Johnny and I fell into hysterics. We posed heroically for the mirrors. We sent shirtless photographs to our spouses with exaggerated come hither stares from the whirlpool. “Wish you were here,” we texted. We marveled at the four inadequate locks on the door. We laughed until it hurt like sit-ups.

“You must bring Rachel here someday,” I told Johnny.

“Tenth anniversary,” he quipped.

Had we shared the room with some other ghost from antiquity, our expedition would have been vastly different. Marcus Aurelius, however garish his sculpture, haunted us all the way home. His philosophy of dispassion and resolve offered an alternative to the perpetual tragicomedy we witnessed on the roads of America. If human beings are “incurably en route” (Adam Zagajewski), an essential component of our journey is figuring out the stride, the cadence, and the rhythm of whatever we happen to find along the way. I never want to stop attending to this work. Driving west with Johnny and a dead philosopher did immeasurable good for my education.

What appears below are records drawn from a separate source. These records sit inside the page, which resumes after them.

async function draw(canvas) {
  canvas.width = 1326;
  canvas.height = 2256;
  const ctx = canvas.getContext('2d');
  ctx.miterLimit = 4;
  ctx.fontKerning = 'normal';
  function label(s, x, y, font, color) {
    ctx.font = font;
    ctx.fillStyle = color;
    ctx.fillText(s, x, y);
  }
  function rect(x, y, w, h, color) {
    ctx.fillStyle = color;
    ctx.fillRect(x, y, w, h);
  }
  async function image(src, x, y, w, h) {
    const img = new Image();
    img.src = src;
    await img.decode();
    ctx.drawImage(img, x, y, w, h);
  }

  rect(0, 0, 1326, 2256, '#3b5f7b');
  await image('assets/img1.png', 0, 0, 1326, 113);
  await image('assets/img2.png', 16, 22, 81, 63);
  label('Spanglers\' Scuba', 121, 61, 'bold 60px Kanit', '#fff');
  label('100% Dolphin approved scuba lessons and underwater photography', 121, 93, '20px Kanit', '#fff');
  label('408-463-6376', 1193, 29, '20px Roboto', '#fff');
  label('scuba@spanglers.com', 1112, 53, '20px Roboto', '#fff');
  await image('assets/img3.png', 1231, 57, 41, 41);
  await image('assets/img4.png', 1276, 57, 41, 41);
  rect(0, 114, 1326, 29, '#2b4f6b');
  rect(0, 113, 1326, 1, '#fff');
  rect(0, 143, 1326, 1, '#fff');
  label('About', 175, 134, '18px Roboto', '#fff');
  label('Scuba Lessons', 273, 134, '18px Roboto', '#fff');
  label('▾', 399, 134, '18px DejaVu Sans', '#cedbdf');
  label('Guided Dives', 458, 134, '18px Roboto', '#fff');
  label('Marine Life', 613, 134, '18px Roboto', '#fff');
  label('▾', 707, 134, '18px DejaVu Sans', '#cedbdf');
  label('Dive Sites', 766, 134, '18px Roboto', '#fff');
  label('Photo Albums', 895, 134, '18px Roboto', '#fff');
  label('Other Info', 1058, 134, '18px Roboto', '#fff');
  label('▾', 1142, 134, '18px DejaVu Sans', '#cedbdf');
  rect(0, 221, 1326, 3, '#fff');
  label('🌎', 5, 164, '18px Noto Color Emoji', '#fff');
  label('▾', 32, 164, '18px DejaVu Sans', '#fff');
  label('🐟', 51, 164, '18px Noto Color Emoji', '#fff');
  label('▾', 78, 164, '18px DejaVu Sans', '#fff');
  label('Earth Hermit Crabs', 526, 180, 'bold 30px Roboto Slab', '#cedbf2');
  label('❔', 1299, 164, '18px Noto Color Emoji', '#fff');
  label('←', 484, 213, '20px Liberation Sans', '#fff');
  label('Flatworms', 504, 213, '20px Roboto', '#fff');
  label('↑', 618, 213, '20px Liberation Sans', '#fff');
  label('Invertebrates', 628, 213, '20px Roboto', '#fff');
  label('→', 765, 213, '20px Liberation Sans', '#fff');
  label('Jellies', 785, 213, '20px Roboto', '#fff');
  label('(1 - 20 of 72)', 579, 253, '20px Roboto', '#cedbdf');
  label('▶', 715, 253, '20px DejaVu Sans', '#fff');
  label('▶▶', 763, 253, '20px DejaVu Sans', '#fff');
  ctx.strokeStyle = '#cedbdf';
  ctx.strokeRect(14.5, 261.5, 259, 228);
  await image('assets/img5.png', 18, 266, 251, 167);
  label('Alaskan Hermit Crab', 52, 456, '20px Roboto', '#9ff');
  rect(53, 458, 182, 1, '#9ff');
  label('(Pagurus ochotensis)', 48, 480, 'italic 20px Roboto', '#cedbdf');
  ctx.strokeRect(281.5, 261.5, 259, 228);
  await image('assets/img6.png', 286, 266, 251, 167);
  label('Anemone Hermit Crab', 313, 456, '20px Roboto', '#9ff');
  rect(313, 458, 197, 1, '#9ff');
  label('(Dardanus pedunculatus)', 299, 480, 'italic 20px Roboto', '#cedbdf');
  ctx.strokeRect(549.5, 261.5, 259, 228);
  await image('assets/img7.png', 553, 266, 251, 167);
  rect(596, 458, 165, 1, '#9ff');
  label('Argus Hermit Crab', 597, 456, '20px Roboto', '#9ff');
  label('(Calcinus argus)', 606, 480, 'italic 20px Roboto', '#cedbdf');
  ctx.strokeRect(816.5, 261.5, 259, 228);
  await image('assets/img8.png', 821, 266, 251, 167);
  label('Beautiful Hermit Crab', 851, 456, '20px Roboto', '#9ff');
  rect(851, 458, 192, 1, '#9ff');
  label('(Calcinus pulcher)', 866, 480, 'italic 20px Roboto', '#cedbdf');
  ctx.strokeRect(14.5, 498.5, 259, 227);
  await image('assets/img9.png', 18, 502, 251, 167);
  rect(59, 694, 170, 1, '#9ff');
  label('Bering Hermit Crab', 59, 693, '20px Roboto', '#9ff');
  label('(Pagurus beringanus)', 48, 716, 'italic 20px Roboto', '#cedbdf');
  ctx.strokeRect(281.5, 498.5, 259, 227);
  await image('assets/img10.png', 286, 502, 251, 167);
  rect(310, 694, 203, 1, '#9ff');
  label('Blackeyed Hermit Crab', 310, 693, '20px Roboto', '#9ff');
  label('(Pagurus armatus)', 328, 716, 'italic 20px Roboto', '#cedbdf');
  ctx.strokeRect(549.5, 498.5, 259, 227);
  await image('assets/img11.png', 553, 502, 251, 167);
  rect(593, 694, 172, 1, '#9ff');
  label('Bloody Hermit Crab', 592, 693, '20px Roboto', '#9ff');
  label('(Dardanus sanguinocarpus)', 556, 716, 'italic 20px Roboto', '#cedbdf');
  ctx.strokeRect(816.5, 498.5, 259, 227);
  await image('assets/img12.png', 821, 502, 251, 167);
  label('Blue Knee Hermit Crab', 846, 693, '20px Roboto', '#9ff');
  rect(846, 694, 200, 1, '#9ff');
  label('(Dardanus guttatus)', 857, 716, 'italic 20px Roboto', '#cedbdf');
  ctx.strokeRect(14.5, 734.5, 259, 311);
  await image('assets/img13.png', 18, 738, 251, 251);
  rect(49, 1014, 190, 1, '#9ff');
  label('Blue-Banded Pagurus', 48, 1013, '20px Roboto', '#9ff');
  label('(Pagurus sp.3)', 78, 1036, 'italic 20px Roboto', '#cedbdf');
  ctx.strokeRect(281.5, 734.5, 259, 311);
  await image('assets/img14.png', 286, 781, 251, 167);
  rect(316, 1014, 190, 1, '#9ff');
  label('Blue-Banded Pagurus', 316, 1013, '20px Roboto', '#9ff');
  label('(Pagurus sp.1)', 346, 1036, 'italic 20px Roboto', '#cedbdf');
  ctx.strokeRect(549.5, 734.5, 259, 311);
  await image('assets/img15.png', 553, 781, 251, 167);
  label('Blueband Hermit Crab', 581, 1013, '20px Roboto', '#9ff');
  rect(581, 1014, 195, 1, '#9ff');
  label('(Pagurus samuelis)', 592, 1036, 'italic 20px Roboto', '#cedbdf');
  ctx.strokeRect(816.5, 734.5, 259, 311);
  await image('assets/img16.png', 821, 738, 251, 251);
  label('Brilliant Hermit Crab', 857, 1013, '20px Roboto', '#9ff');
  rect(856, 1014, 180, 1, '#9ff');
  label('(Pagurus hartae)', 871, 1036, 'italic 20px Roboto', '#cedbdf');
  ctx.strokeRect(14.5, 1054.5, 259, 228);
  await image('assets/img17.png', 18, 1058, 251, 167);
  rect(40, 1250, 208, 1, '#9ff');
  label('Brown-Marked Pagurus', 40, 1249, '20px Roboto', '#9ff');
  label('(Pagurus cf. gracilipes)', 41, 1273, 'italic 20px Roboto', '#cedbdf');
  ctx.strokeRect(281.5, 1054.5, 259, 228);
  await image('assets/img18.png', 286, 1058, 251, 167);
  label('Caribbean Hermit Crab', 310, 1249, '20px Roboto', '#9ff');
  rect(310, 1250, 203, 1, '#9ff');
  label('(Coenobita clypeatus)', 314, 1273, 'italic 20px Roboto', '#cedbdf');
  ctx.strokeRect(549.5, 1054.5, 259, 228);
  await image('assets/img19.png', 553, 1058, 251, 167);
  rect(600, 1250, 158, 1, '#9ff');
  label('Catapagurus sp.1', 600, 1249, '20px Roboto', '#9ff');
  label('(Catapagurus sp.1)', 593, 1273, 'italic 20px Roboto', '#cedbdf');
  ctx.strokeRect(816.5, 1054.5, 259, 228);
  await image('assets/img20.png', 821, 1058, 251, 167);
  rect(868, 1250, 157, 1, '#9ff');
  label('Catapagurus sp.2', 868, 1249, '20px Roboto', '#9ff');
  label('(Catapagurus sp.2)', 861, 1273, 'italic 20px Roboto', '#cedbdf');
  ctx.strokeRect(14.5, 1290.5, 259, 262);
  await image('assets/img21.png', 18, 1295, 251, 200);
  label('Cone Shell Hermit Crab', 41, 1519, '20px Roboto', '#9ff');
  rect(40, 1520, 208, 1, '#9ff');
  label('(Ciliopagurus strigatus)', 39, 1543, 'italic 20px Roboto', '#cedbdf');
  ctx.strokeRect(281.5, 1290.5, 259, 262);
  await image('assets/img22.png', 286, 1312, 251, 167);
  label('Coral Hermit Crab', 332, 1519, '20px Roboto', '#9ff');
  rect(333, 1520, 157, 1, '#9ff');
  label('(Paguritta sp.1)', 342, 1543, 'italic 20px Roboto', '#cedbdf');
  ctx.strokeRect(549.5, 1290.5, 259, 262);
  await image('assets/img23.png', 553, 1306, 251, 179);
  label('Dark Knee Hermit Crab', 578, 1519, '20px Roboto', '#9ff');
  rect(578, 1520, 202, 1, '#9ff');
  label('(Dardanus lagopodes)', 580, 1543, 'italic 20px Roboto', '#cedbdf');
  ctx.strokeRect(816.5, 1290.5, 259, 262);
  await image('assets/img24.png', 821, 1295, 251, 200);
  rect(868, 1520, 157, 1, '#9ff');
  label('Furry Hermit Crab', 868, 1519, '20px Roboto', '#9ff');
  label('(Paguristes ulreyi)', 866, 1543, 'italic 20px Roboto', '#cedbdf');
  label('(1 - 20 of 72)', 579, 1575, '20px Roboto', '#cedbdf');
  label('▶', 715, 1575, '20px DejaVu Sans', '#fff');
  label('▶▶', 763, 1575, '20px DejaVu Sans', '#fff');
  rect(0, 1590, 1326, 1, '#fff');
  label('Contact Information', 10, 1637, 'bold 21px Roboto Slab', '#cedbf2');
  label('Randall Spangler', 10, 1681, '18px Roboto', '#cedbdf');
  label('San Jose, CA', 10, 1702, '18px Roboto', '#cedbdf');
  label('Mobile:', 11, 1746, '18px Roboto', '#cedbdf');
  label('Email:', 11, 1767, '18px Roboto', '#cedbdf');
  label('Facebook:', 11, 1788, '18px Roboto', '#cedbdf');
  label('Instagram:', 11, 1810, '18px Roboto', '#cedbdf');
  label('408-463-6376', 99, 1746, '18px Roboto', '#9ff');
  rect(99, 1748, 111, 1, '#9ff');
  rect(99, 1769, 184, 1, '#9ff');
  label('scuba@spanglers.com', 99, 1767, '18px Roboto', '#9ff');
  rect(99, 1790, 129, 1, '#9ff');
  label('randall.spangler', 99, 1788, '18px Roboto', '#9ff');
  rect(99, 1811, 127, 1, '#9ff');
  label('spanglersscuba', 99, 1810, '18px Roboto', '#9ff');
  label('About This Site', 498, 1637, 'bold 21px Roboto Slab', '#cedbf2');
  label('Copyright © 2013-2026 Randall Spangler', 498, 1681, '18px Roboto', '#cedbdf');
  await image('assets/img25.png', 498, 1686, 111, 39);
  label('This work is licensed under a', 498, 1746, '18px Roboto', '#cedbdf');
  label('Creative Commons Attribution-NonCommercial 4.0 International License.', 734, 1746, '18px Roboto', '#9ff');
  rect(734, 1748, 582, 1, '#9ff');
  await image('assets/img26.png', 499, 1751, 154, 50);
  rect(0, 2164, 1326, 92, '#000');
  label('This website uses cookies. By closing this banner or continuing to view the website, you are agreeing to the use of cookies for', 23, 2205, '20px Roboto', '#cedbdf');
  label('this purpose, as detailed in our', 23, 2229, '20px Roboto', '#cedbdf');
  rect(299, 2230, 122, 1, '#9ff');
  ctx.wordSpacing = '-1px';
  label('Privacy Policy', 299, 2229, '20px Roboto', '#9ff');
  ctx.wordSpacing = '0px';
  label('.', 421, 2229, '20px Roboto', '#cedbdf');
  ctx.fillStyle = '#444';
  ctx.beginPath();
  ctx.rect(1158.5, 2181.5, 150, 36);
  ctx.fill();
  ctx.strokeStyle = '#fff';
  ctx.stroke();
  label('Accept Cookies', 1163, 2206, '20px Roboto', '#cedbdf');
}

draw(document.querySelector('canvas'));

This side of the Romantics, Stoicism gets a bad rap. Its moderation is a bore, its restraint, the antithesis of children begotten by Oscar Wilde and Lady Gaga. Perhaps it deserves reclamation. As pagan wisdom, it bears an unparalleled elegance. As an ethical creed in the face of adversity and hardship, it exhibits an admirable dignity. It reminds one that there is always a center, a still point, even when this life of cheap hotels and karaoke, fast food and frivolity seems so pretty, oh so pretty, vacant.

* * * *

Meditations / Marcus Aurelius

Trans. Gregory Hays

Book Five

23. Keep in mind how fast things pass by and are gone – those that are now, and those to come. Existence flows past us like a river: the “what” is in constant flux, the “why” has a thousand variations. Nothing is stable, not even what’s right here. The infinity of past and future gapes before us – a chasm whose depths we cannot see. So it would take an idiot to feel self-importance or distress. Or any indignation, either. As if the things that irritate us lasted.

24. Remember:

Matter. How tiny your share of it.

Time. How brief and fleeting your allotment of it.

Fate. How small a role you play in it.

4 Responses

  1. Jeremiah,
    You are a poet-philosopher, and wonderful storyteller. In my own hurried life I still find a moment to read your reflections and enjoy the brief still point when your deep calls to my deep. Thanks for writing.
    Sam Palpant

  2. I agree that the gun makes the story. Marcus Aurelius, though, creates the tension – what a strange bust to showcase in a honeymoon “suite”. It’s as good as placing Martin Luther in casino.